== Available records

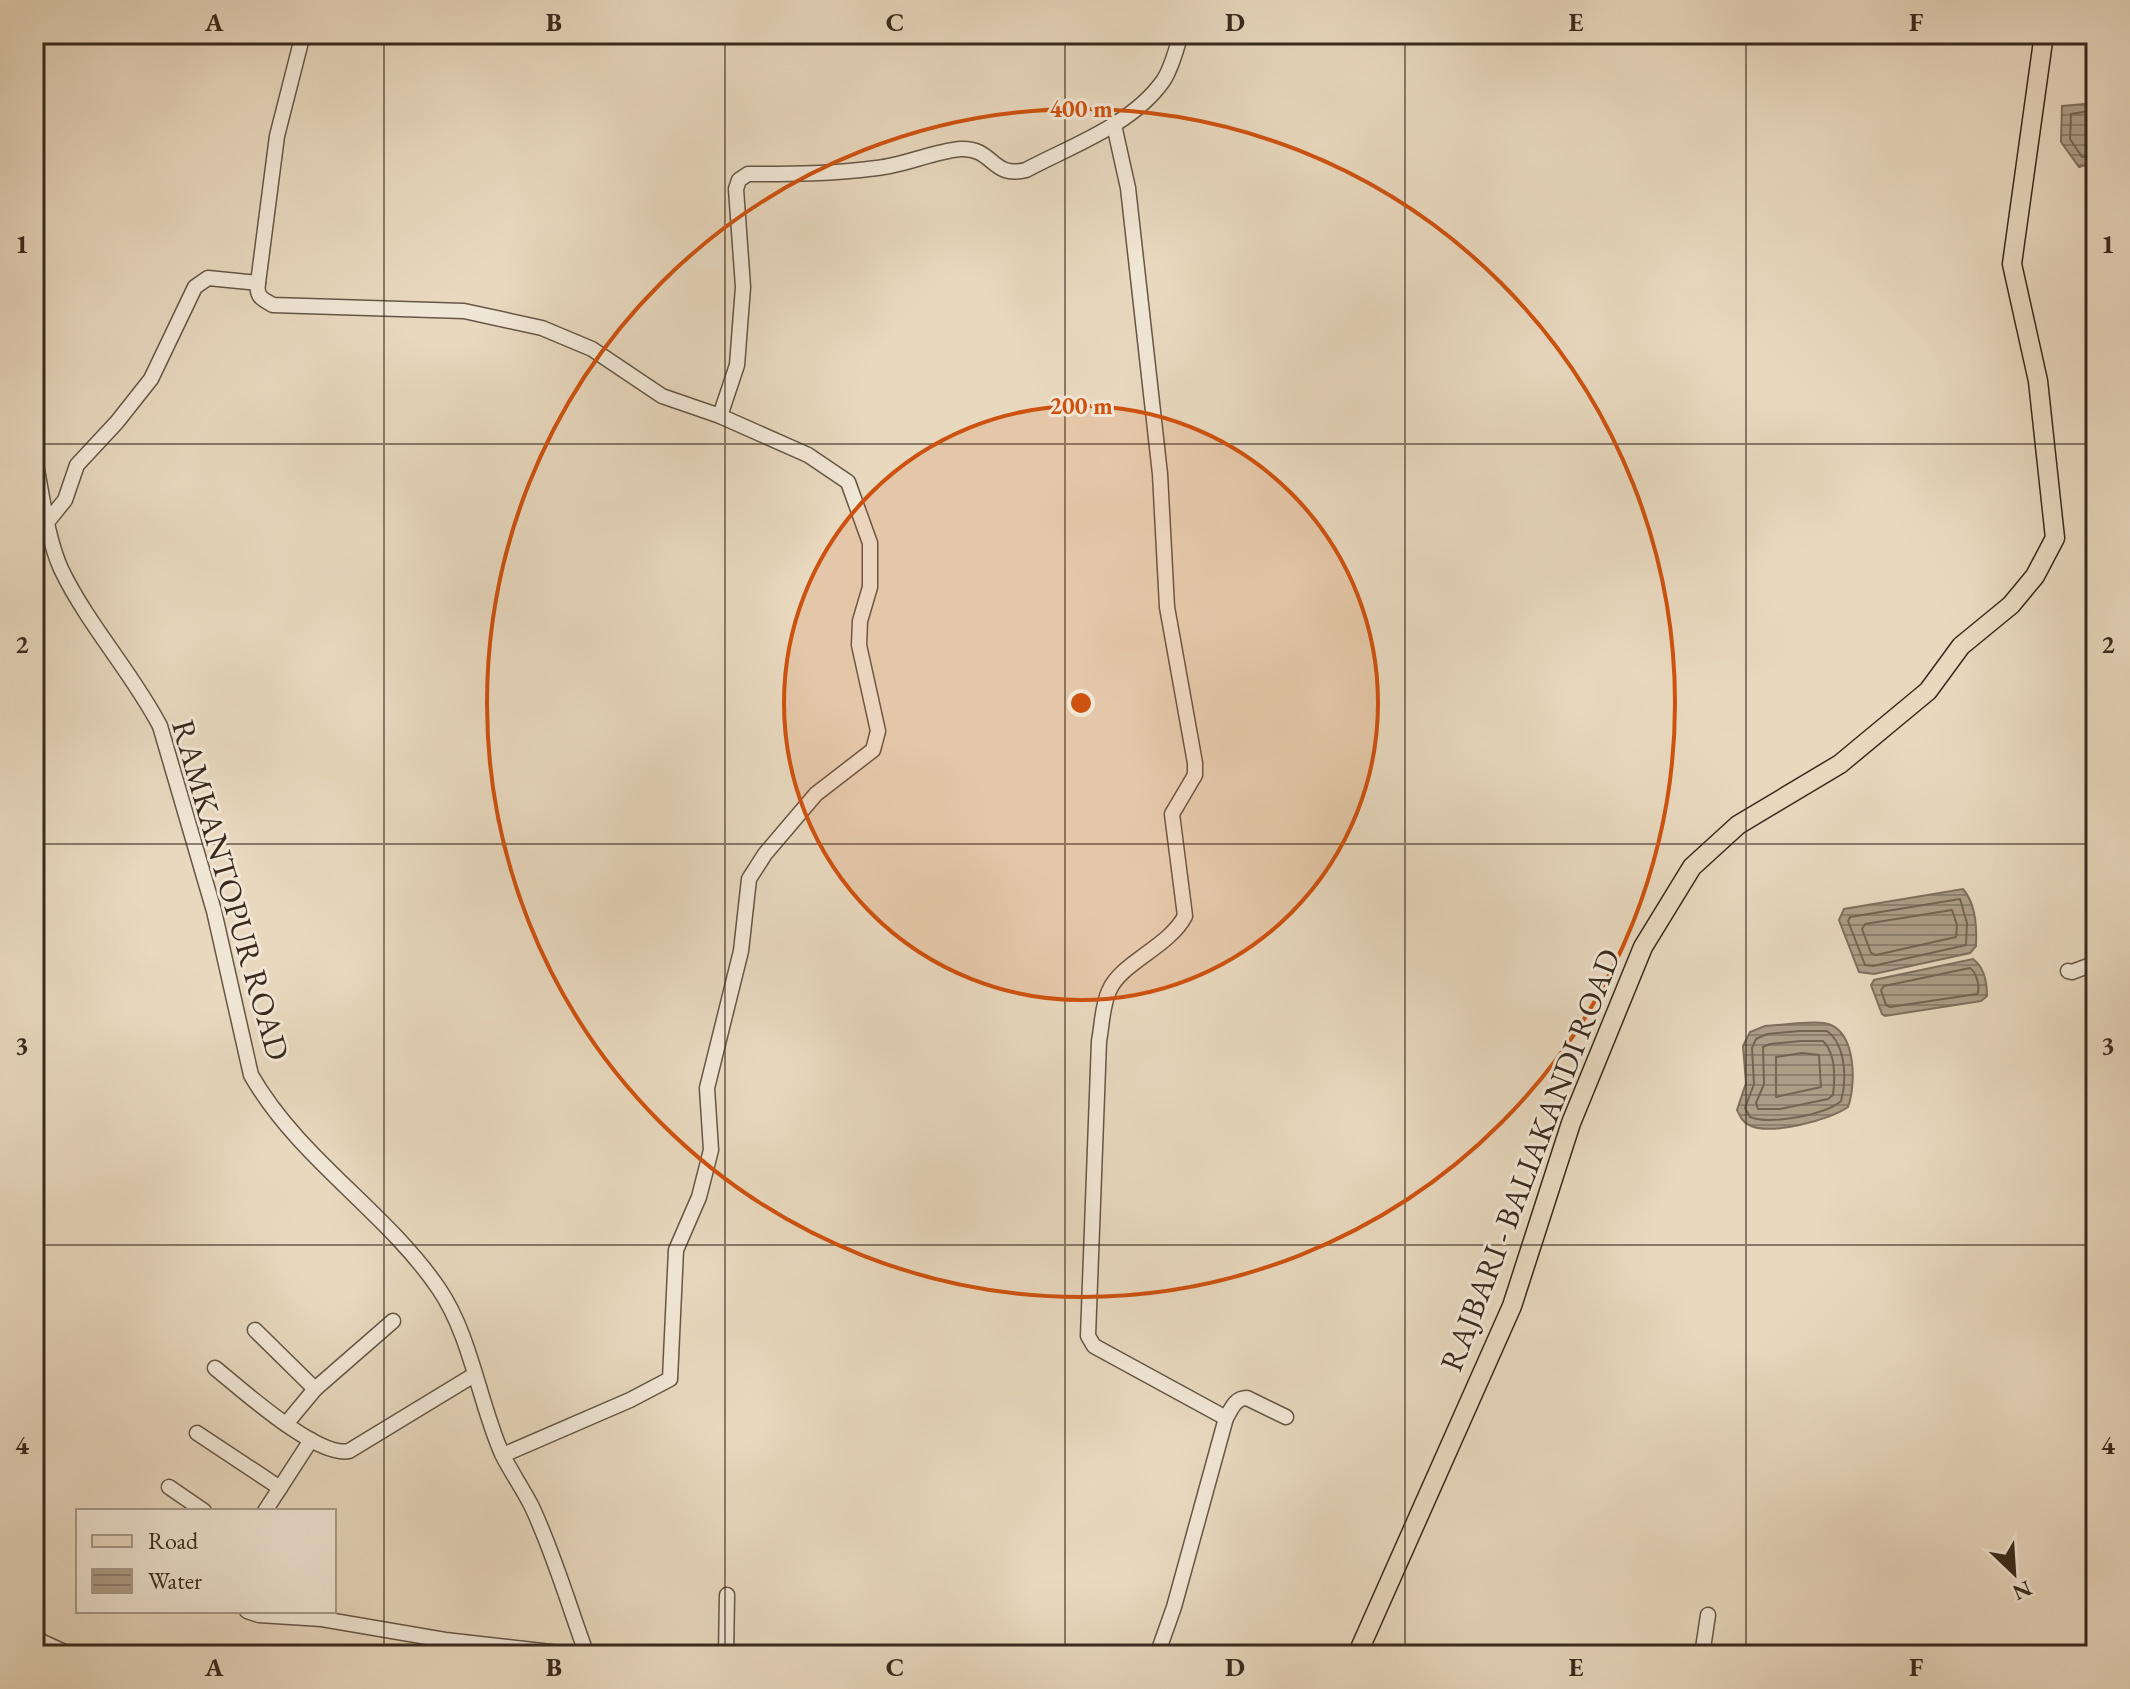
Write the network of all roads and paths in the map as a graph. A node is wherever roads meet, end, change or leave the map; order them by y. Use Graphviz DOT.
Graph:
graph roads {
  1 [pos="303,34"];
  2 [pos="1181,34"];
  3 [pos="2044,34"];
  4 [pos="1114,125"];
  5 [pos="258,283"];
  6 [pos="720,416"];
  7 [pos="34,455"];
  8 [pos="41,524"];
  9 [pos="2096,963"];
  10 [pos="2068,971"];
  11 [pos="393,1321"];
  12 [pos="255,1330"];
  13 [pos="215,1368"];
  14 [pos="474,1375"];
  15 [pos="315,1389"];
  16 [pos="1286,1417"];
  17 [pos="1226,1418"];
  18 [pos="286,1424"];
  19 [pos="197,1433"];
  20 [pos="311,1440"];
  21 [pos="503,1455"];
  22 [pos="169,1487"];
  23 [pos="280,1488"];
  24 [pos="201,1509"];
  25 [pos="266,1509"];
  26 [pos="727,1595"];
  27 [pos="253,1613"];
  28 [pos="1708,1615"];
  29 [pos="34,1638"];
  30 [pos="71,1655"];
  31 [pos="577,1655"];
  32 [pos="587,1655"];
  33 [pos="726,1655"];
  34 [pos="1157,1655"];
  35 [pos="1357,1655"];
  36 [pos="1702,1655"];
  1 -- 5 [label="street"];
  2 -- 4 [label="street"];
  3 -- 35 [label="main road, RAJBARI - BALIAKANDI ROAD"];
  4 -- 6 [label="street"];
  4 -- 17 [label="street"];
  5 -- 6 [label="street"];
  5 -- 8 [label="street"];
  6 -- 21 [label="street"];
  7 -- 8 [label="street, RAMKANTOPUR ROAD"];
  8 -- 14 [label="street, RAMKANTOPUR ROAD"];
  9 -- 10 [label="street"];
  11 -- 15 [label="street"];
  12 -- 15 [label="street"];
  13 -- 18 [label="street"];
  14 -- 20 [label="street"];
  14 -- 21 [label="street, RAMKANTOPUR ROAD"];
  15 -- 18 [label="street"];
  16 -- 17 [label="street"];
  17 -- 34 [label="street"];
  18 -- 20 [label="street"];
  19 -- 23 [label="street"];
  20 -- 23 [label="street"];
  21 -- 32 [label="street, RAMKANTOPUR ROAD"];
  22 -- 24 [label="street"];
  23 -- 25 [label="street"];
  26 -- 33 [label="street"];
  27 -- 31 [label="street"];
  28 -- 36 [label="street"];
  29 -- 30 [label="street"];
}
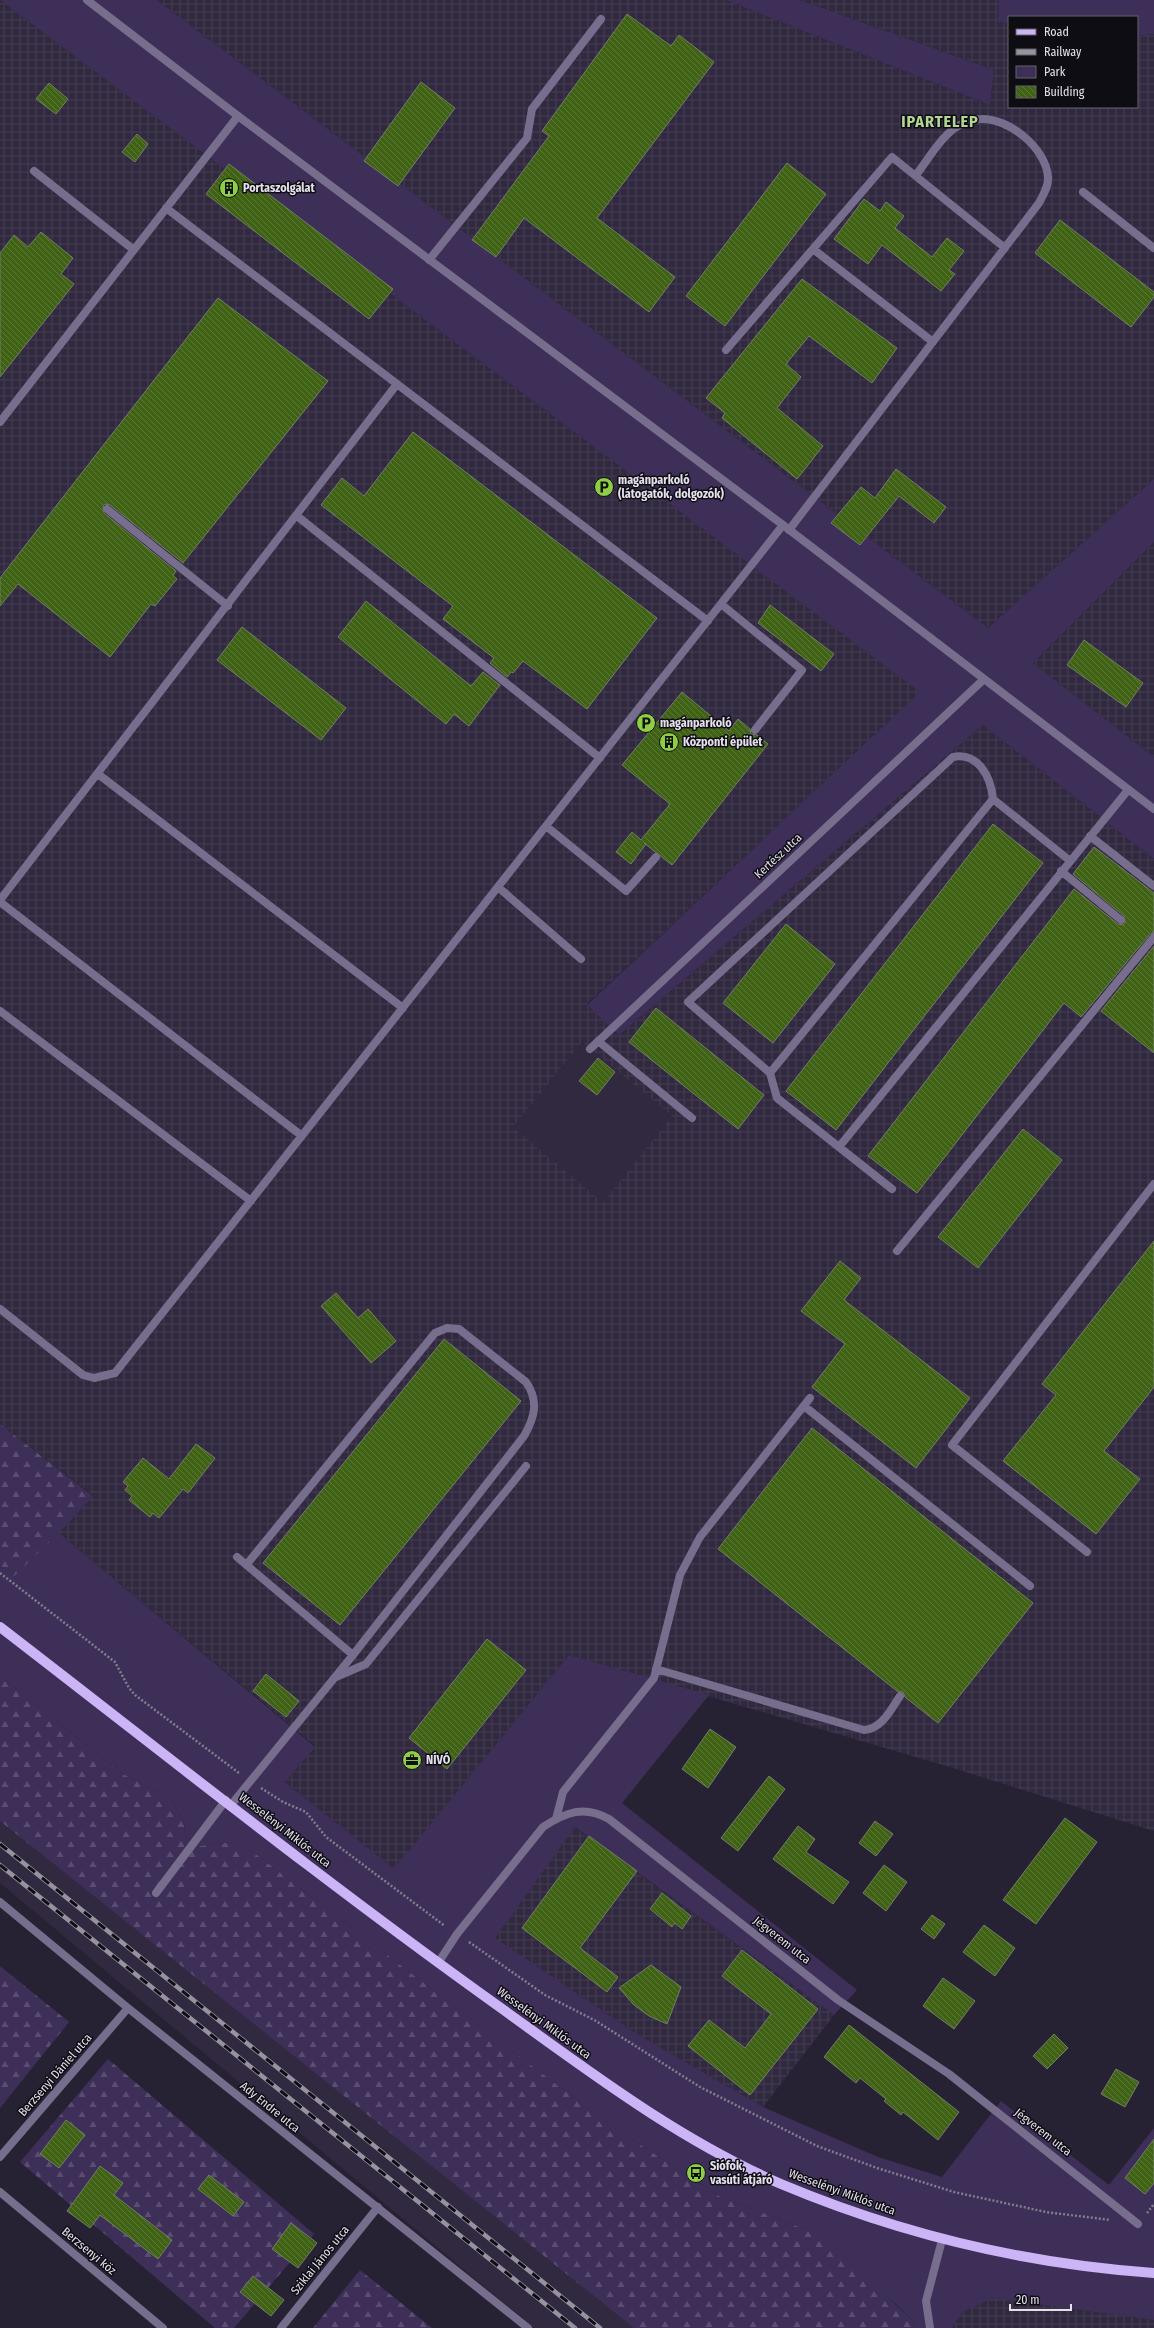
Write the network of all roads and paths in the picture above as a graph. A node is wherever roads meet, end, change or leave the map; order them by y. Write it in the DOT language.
graph roads {
  1 [pos="87,0"];
  2 [pos="601,19"];
  3 [pos="238,116"];
  4 [pos="34,171"];
  5 [pos="916,175"];
  6 [pos="1083,192"];
  7 [pos="166,208"];
  8 [pos="1005,248"];
  9 [pos="1154,248"];
  10 [pos="813,249"];
  11 [pos="134,250"];
  12 [pos="429,260"];
  13 [pos="933,342"];
  14 [pos="726,350"];
  15 [pos="397,384"];
  16 [pos="0,422"];
  17 [pos="107,509"];
  18 [pos="297,516"];
  19 [pos="786,528"];
  20 [pos="721,604"];
  21 [pos="228,606"];
  22 [pos="708,621"];
  23 [pos="983,680"];
  24 [pos="755,730"];
  25 [pos="600,758"];
  26 [pos="98,774"];
  27 [pos="1128,790"];
  28 [pos="993,799"];
  29 [pos="1154,809"];
  30 [pos="546,826"];
  31 [pos="1090,836"];
  32 [pos="656,857"];
  33 [pos="1069,860"];
  34 [pos="1061,871"];
  35 [pos="1154,886"];
  36 [pos="498,887"];
  37 [pos="0,901"];
  38 [pos="1121,920"];
  39 [pos="1154,937"];
  40 [pos="581,959"];
  41 [pos="403,1008"];
  42 [pos="0,1011"];
  43 [pos="598,1041"];
  44 [pos="590,1048"];
  45 [pos="770,1073"];
  46 [pos="692,1118"];
  47 [pos="302,1136"];
  48 [pos="839,1147"];
  49 [pos="1154,1184"];
  50 [pos="892,1189"];
  51 [pos="251,1201"];
  52 [pos="897,1251"];
  53 [pos="0,1310"];
  54 [pos="810,1398"];
  55 [pos="804,1406"];
  56 [pos="526,1466"];
  57 [pos="1087,1552"];
  58 [pos="237,1557"];
  59 [pos="247,1564"];
  60 [pos="0,1573"];
  61 [pos="1030,1586"];
  62 [pos="0,1627"];
  63 [pos="353,1655"];
  64 [pos="656,1669"];
  65 [pos="335,1677"];
  66 [pos="900,1696"];
  67 [pos="250,1781"];
  68 [pos="228,1803"];
  69 [pos="556,1819"];
  70 [pos="156,1893"];
  71 [pos="0,1902"];
  72 [pos="457,1934"];
  73 [pos="438,1963"];
  74 [pos="128,2008"];
  75 [pos="0,2157"];
  76 [pos="0,2192"];
  77 [pos="378,2207"];
  78 [pos="1138,2224"];
  79 [pos="942,2240"];
  80 [pos="1154,2273"];
  81 [pos="163,2328"];
  82 [pos="281,2328"];
  83 [pos="528,2328"];
  84 [pos="930,2328"];
  1 -- 3 [label="street"];
  2 -- 12 [label="street"];
  3 -- 7 [label="street"];
  3 -- 12 [label="street"];
  4 -- 11 [label="street"];
  5 -- 8 [label="street"];
  5 -- 8 [label="street"];
  5 -- 10 [label="street"];
  6 -- 9 [label="street"];
  7 -- 11 [label="street"];
  7 -- 15 [label="street"];
  8 -- 13 [label="street"];
  10 -- 13 [label="street"];
  10 -- 14 [label="street"];
  11 -- 16 [label="street"];
  12 -- 19 [label="street"];
  13 -- 19 [label="street"];
  15 -- 18 [label="street"];
  15 -- 22 [label="street"];
  17 -- 21 [label="street"];
  18 -- 21 [label="street"];
  18 -- 25 [label="street"];
  19 -- 20 [label="street"];
  19 -- 23 [label="street"];
  20 -- 22 [label="street"];
  20 -- 24 [label="street"];
  21 -- 26 [label="street"];
  22 -- 25 [label="street"];
  23 -- 27 [label="street"];
  23 -- 43 [label="street, Kertész utca"];
  25 -- 30 [label="street"];
  26 -- 37 [label="street"];
  26 -- 41 [label="street"];
  27 -- 29 [label="street"];
  27 -- 31 [label="street"];
  28 -- 33 [label="street"];
  28 -- 45 [label="street"];
  28 -- 45 [label="street"];
  30 -- 32 [label="street"];
  30 -- 36 [label="street"];
  31 -- 33 [label="street"];
  31 -- 35 [label="street"];
  33 -- 34 [label="street"];
  34 -- 38 [label="street"];
  34 -- 48 [label="street"];
  36 -- 40 [label="street"];
  36 -- 41 [label="street"];
  37 -- 47 [label="street"];
  39 -- 52 [label="street"];
  41 -- 47 [label="street"];
  42 -- 51 [label="street"];
  43 -- 44 [label="street, Kertész utca"];
  43 -- 46 [label="street"];
  45 -- 48 [label="street"];
  47 -- 51 [label="street"];
  48 -- 50 [label="street"];
  49 -- 57 [label="street"];
  51 -- 53 [label="street"];
  54 -- 55 [label="street"];
  55 -- 61 [label="street"];
  55 -- 64 [label="street"];
  56 -- 65 [label="street"];
  58 -- 59 [label="street"];
  59 -- 63 [label="street"];
  59 -- 63 [label="street"];
  60 -- 67 [label="path"];
  62 -- 68 [label="main road, Wesselényi Miklós utca"];
  63 -- 65 [label="street"];
  64 -- 66 [label="street"];
  64 -- 69 [label="street"];
  65 -- 67 [label="street"];
  67 -- 68 [label="street"];
  67 -- 72 [label="path"];
  68 -- 70 [label="street"];
  68 -- 73 [label="main road, Wesselényi Miklós utca"];
  69 -- 72 [label="street, Jégverem utca"];
  69 -- 78 [label="street, Jégverem utca"];
  71 -- 74 [label="street, Ady Endre utca"];
  72 -- 73 [label="street, Jégverem utca"];
  72 -- 78 [label="path"];
  73 -- 79 [label="main road, Wesselényi Miklós utca"];
  74 -- 75 [label="street, Berzsenyi Dániel utca"];
  74 -- 77 [label="street, Ady Endre utca"];
  76 -- 81 [label="street, Berzsenyi köz"];
  77 -- 82 [label="street, Sziklai János utca"];
  77 -- 83 [label="street, Ady Endre utca"];
  79 -- 80 [label="main road, Wesselényi Miklós utca"];
  79 -- 84 [label="street"];
}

====

§ What needs to be done
Whenever the word "Wesselényi" occurs in a line of the listing above, return that line.

§ Answer to the exercise
  62 -- 68 [label="main road, Wesselényi Miklós utca"];
  68 -- 73 [label="main road, Wesselényi Miklós utca"];
  73 -- 79 [label="main road, Wesselényi Miklós utca"];
  79 -- 80 [label="main road, Wesselényi Miklós utca"];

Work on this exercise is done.